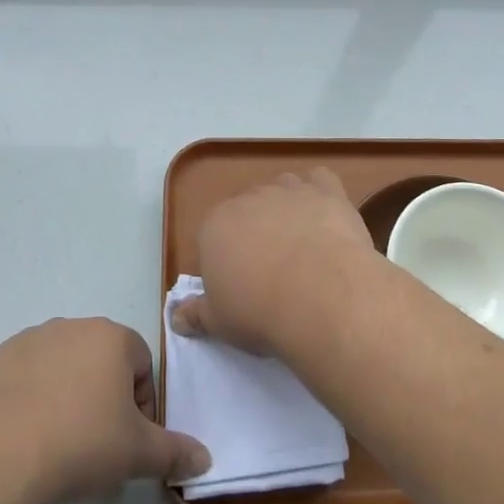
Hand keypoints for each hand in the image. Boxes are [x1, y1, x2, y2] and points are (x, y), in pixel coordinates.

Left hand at [0, 318, 209, 503]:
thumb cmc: (78, 444)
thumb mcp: (136, 454)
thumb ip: (174, 453)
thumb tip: (205, 460)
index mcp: (110, 338)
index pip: (141, 364)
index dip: (141, 405)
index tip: (128, 442)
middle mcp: (70, 327)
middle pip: (100, 363)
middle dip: (103, 400)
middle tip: (95, 447)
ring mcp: (26, 342)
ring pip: (60, 370)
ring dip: (65, 399)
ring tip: (56, 447)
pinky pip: (21, 382)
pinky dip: (27, 404)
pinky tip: (22, 442)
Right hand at [172, 169, 372, 353]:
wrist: (322, 297)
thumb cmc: (261, 312)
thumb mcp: (219, 323)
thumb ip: (196, 314)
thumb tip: (176, 316)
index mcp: (215, 225)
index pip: (213, 235)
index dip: (227, 259)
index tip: (241, 286)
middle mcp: (249, 198)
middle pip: (248, 210)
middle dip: (257, 232)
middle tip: (273, 270)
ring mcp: (289, 190)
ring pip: (282, 188)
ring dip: (287, 207)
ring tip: (303, 243)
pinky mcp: (327, 191)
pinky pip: (319, 179)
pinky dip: (321, 193)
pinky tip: (327, 216)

» Work request
Across the whole listing above, repeat each line exactly and leave out the images.

» Result of this exercise
Hand keypoints for each hand in the image. Boxes are [x1, y1, x2, y2] and points are (x, y), in pixel coordinates.

Left hand at [0, 318, 209, 503]:
thumb cmc: (78, 444)
thumb mcp: (136, 454)
thumb ip: (174, 453)
thumb tip: (205, 460)
index mcp: (110, 338)
index pip: (141, 364)
index dip: (141, 405)
index tip: (128, 442)
middle mcp: (70, 327)
middle pip: (100, 363)
middle dip: (103, 400)
middle tip: (95, 447)
ring mcp: (26, 342)
ring pip: (60, 370)
ring dip: (65, 399)
ring tip: (56, 447)
pinky pip: (21, 382)
pinky dip: (27, 404)
pinky tip: (22, 442)
Right hand at [172, 169, 372, 353]:
wrist: (322, 297)
thumb cmc: (261, 312)
thumb mcp: (219, 323)
thumb ip: (196, 314)
thumb tip: (176, 316)
index mcp: (215, 225)
index pip: (213, 235)
index dip: (227, 259)
index tip: (241, 286)
middle mcp: (249, 198)
middle pip: (248, 210)
middle dip: (257, 232)
middle tip: (273, 270)
ring mcp: (289, 190)
ring pip: (282, 188)
ring dip: (287, 207)
ring tip: (303, 243)
pinky mcp: (327, 191)
pinky pip: (319, 179)
pinky dip: (321, 193)
pinky tip: (327, 216)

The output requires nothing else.